#### [Exercise instructions]
Wherever the listing has a line with the string "東京環状", copy that line out.

>>>>

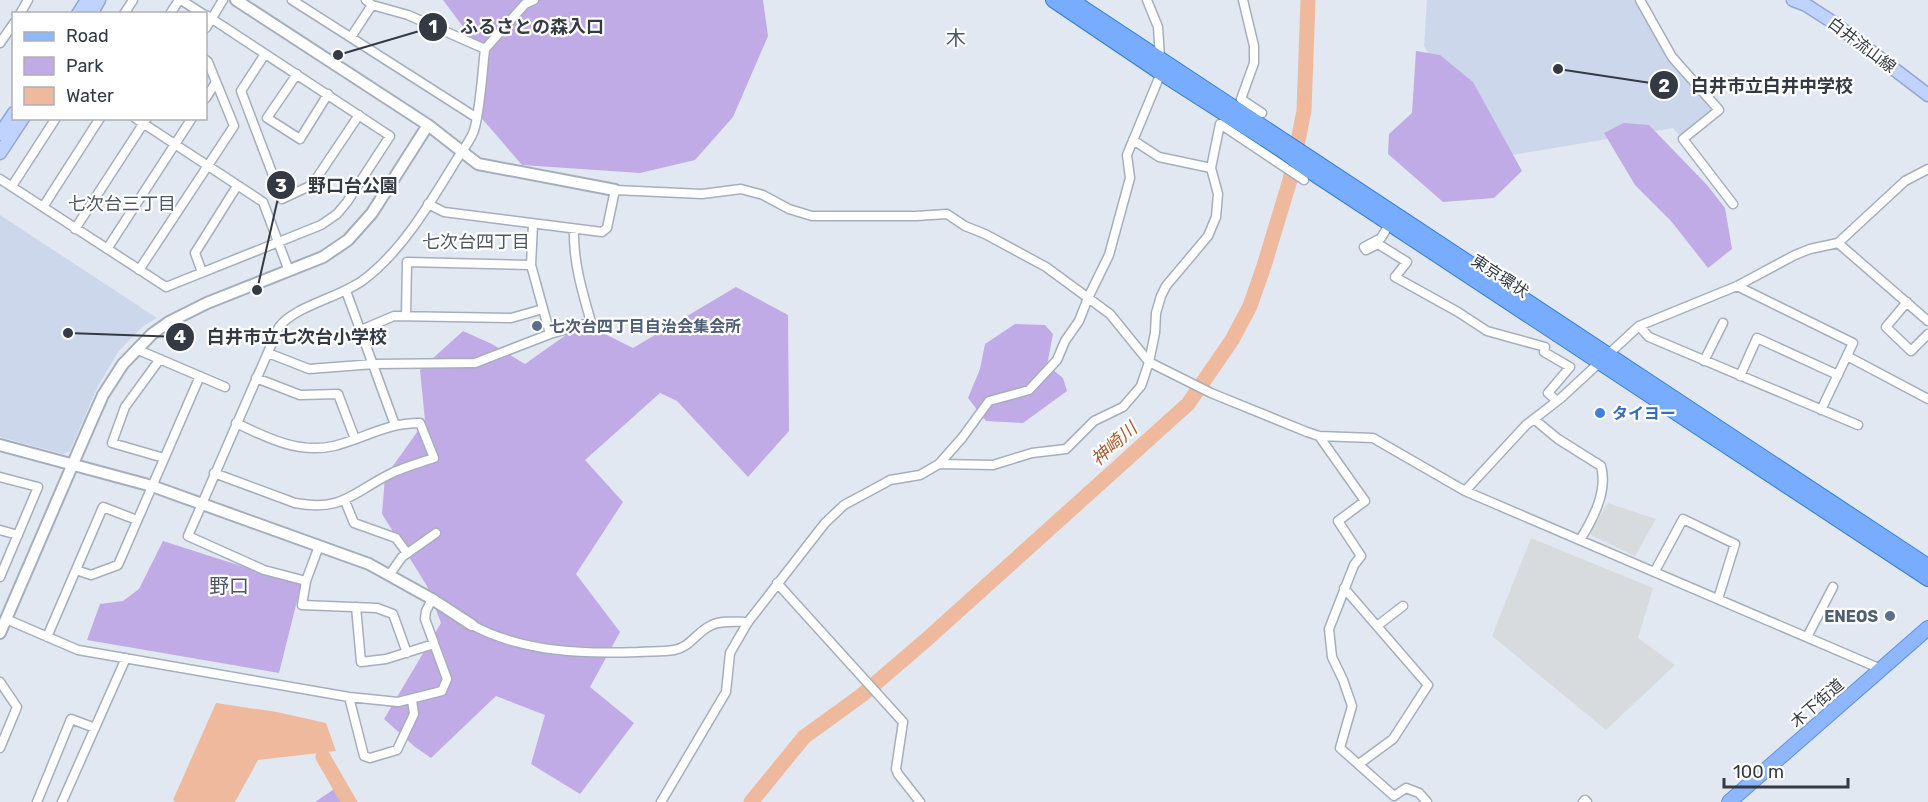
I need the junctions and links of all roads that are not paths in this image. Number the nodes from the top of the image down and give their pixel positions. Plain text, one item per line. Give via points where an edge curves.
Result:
1 (180, 0) edge
2 (224, 0) edge
3 (236, 0) edge
4 (292, 0) edge
5 (534, 0) edge
6 (1053, 0) edge
7 (1071, 0) edge
8 (1147, 0) edge
9 (1244, 0) edge
10 (1640, 0) edge
11 (1792, 0) edge
12 (369, 3) edge
13 (200, 12) edge
14 (207, 15) edge
15 (207, 17) edge
16 (12, 26) edge
17 (351, 37) junction
18 (0, 44) edge
19 (485, 49) junction
20 (265, 54) junction
21 (1161, 59) junction
22 (207, 61) edge
23 (1161, 73) junction
24 (297, 74) junction
25 (216, 82) junction
26 (328, 94) junction
27 (1928, 95) edge
28 (207, 96) edge
29 (1262, 114) dead end
30 (359, 115) junction
31 (12, 117) edge
32 (477, 118) junction
33 (21, 120) edge
34 (55, 120) edge
35 (99, 120) edge
36 (191, 120) edge
37 (146, 121) edge
38 (428, 125) junction
39 (0, 134) edge
40 (1133, 140) junction
41 (175, 145) junction
42 (462, 151) junction
43 (0, 153) edge
44 (1283, 153) junction
45 (207, 166) junction
46 (1210, 168) junction
47 (1928, 169) edge
48 (1308, 170) junction
49 (0, 179) edge
50 (12, 186) junction
51 (237, 186) junction
52 (615, 190) junction
53 (428, 204) junction
54 (1733, 204) dead end
55 (43, 207) junction
56 (1390, 223) junction
57 (533, 224) junction
58 (75, 229) junction
59 (574, 229) junction
60 (279, 243) junction
61 (1838, 243) junction
62 (107, 249) junction
63 (531, 265) junction
64 (138, 270) junction
65 (289, 271) junction
66 (202, 272) junction
67 (1737, 286) junction
68 (346, 291) junction
69 (1088, 298) junction
70 (1907, 302) junction
71 (543, 309) junction
72 (406, 316) junction
73 (1928, 321) edge
74 (1723, 323) dead end
75 (1640, 326) junction
76 (361, 330) junction
77 (550, 334) junction
78 (1928, 334) edge
79 (136, 349) junction
80 (268, 353) junction
81 (1847, 356) junction
82 (1604, 358) junction
83 (160, 359) junction
84 (1704, 361) junction
85 (1149, 362) junction
86 (374, 364) junction
87 (200, 375) junction
88 (1838, 375) junction
89 (1740, 376) junction
90 (256, 378) junction
91 (225, 387) dead end
92 (1928, 399) edge
93 (1557, 401) junction
94 (1821, 410) junction
95 (1535, 420) junction
96 (236, 423) junction
97 (395, 425) junction
98 (1858, 426) dead end
99 (1319, 436) junction
100 (355, 439) junction
101 (0, 444) edge
102 (164, 458) junction
103 (74, 464) junction
104 (939, 464) junction
105 (214, 473) junction
106 (0, 477) edge
107 (152, 486) junction
108 (1465, 491) junction
109 (345, 501) junction
110 (201, 504) junction
111 (137, 520) junction
112 (0, 530) edge
113 (436, 533) dead end
114 (18, 535) junction
115 (1580, 540) junction
116 (319, 546) junction
117 (407, 553) junction
118 (1928, 566) edge
119 (76, 570) junction
120 (1654, 571) junction
121 (390, 574) junction
122 (0, 577) edge
123 (1928, 579) edge
124 (306, 581) junction
125 (777, 583) junction
126 (1833, 587) dead end
127 (1344, 588) junction
128 (432, 599) junction
129 (1718, 599) junction
130 (1403, 606) dead end
131 (357, 607) junction
132 (3, 620) edge
133 (748, 622) junction
134 (472, 625) joint
135 (1377, 626) junction
136 (1928, 628) edge
137 (0, 633) edge
138 (47, 637) junction
139 (1807, 637) junction
140 (434, 644) junction
141 (407, 653) junction
142 (126, 658) junction
143 (1881, 669) junction
144 (0, 682) edge
145 (349, 696) junction
146 (412, 700) junction
147 (95, 728) junction
148 (0, 748) edge
149 (1359, 764) junction
150 (37, 802) edge
151 (62, 802) edge
152 (661, 802) edge
153 (920, 802) edge
154 (1427, 802) edge
155 (1729, 802) edge

1 - 13 street
2 - 14 street
3 - 38 street
4 - 17 street
5 - 19 street via 525,4
6 - 23 highway, 東京環状
7 - 21 highway, 東京環状
8 - 21 street via 1158,27
9 - 29 street via 1254,63 1241,99
10 - 54 street via 1672,57 1719,110 1683,139
11 - 27 main road, 白井流山線 via 1819,13
12 - 17 street
12 - 19 street via 408,15
15 - 20 street
16 - 18 street
17 - 32 street
19 - 32 street
20 - 24 street
20 - 30 street via 241,91 282,199 312,185
21 - 23 street
21 - 44 highway, 東京環状
22 - 25 street
23 - 40 street
23 - 44 highway, 東京環状
24 - 26 street
24 - 26 street via 267,118 300,139
25 - 28 street
25 - 45 street via 234,126
26 - 30 street
30 - 60 street via 390,136 336,214 321,225
31 - 39 main road
32 - 42 street
33 - 43 main road
34 - 50 street
35 - 55 street
36 - 41 street
37 - 41 street
37 - 58 street
38 - 42 street
38 - 65 street via 361,227 323,257
40 - 46 street via 1159,157
40 - 69 street via 1127,155 1130,178 1126,198 1109,255
41 - 45 street
41 - 62 street
42 - 52 street via 478,164
42 - 53 street
44 - 46 street via 1220,124
44 - 48 highway, 東京環状
44 - 48 street
45 - 51 street
45 - 64 street
46 - 85 street via 1218,194 1216,217 1208,236 1161,296
47 - 61 street via 1905,181
48 - 56 highway, 東京環状
48 - 82 highway, 東京環状
49 - 50 street
50 - 55 street
51 - 60 street via 263,202
51 - 66 street via 195,253
52 - 59 street via 607,228 602,232
52 - 69 street via 702,194 741,189 812,216 947,214 1046,267
53 - 57 street via 444,212
53 - 68 street via 386,262
55 - 58 street
56 - 82 highway, 東京環状
56 - 93 street via 1381,238 1364,247 1366,250 1378,244 1407,262 1395,277 1487,331 1545,347 1544,352 1570,368 1548,393
57 - 59 street
57 - 63 street
58 - 62 street
59 - 77 street via 579,280 591,322
60 - 65 street
60 - 66 street
61 - 67 street via 1795,255
61 - 70 street
62 - 64 street
63 - 71 street
63 - 72 street via 407,262
64 - 66 street via 166,287
65 - 79 street via 182,314
67 - 75 street
67 - 81 street via 1853,343
68 - 76 street
68 - 80 street via 285,319
69 - 85 street via 1110,314
69 - 104 street via 1057,360 1029,390 989,401
70 - 73 street
70 - 78 street via 1886,327 1911,351
71 - 72 street via 511,318
71 - 77 street
72 - 76 street via 394,316
74 - 84 street
75 - 82 street
75 - 84 street via 1649,337
76 - 86 street
77 - 86 street via 475,363
79 - 83 street
79 - 103 street via 103,395
80 - 86 street via 309,369
80 - 90 street
81 - 88 street
81 - 92 street
82 - 93 street
82 - 118 highway, 東京環状
82 - 123 highway, 東京環状
83 - 87 street
83 - 102 street via 125,407 112,443
84 - 89 street
85 - 99 street via 1211,393
85 - 104 street via 1141,386 1123,407 1094,421 1066,449 1032,453 993,465
86 - 97 street
87 - 91 street
87 - 102 street
88 - 89 street via 1757,338
88 - 94 street
89 - 94 street
90 - 96 street
90 - 100 street via 300,395 338,394
93 - 95 street
94 - 98 street
95 - 108 street
95 - 115 street via 1601,466 1604,475 1597,508
96 - 100 street via 296,447 323,448
96 - 105 street
97 - 100 street
97 - 109 street via 420,423 434,458 391,474
99 - 108 street via 1373,438
99 - 127 street via 1365,501 1338,521 1361,556
101 - 103 street
102 - 107 street
103 - 107 street
103 - 132 street
104 - 125 street via 920,475 890,480 844,505
105 - 109 street via 295,503 325,505
105 - 110 street
106 - 114 street via 38,487
107 - 110 street
107 - 111 street
108 - 115 street
109 - 117 street via 354,523 396,538
110 - 116 street
110 - 124 street via 188,536 264,570
111 - 119 street via 118,565 91,575
111 - 119 street via 103,507
112 - 114 street
113 - 117 street
114 - 122 street
115 - 120 street
116 - 121 street
116 - 124 street
117 - 121 street
119 - 138 street
120 - 129 street
120 - 129 street via 1683,519 1735,544
121 - 128 street
124 - 131 street via 302,605
125 - 133 street
125 - 153 street via 903,722 896,768
126 - 139 street
127 - 135 street
127 - 149 street via 1329,629 1330,644 1352,706 1340,748
128 - 134 street
128 - 140 street via 425,619
129 - 139 street
130 - 135 street
131 - 141 street via 393,614
131 - 141 street via 361,662
132 - 137 street
132 - 138 street
133 - 134 street via 711,625 687,645 674,650 617,653 541,648
133 - 152 street via 730,653 726,692
135 - 149 street via 1428,685 1393,739
136 - 143 main road, 木下街道
138 - 142 street via 78,650
139 - 143 street
140 - 141 street
140 - 146 street via 447,679 442,691
142 - 145 street
142 - 147 street
143 - 155 main road, 木下街道
144 - 148 street via 17,707
145 - 146 street via 387,702
145 - 146 street via 364,756 370,758 397,750 414,714
147 - 150 street via 71,719
147 - 151 street
149 - 154 street via 1394,796 1406,788 1419,793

<<<<

#### [Reply]
6 - 23 highway, 東京環状
7 - 21 highway, 東京環状
21 - 44 highway, 東京環状
23 - 44 highway, 東京環状
44 - 48 highway, 東京環状
48 - 56 highway, 東京環状
48 - 82 highway, 東京環状
56 - 82 highway, 東京環状
82 - 118 highway, 東京環状
82 - 123 highway, 東京環状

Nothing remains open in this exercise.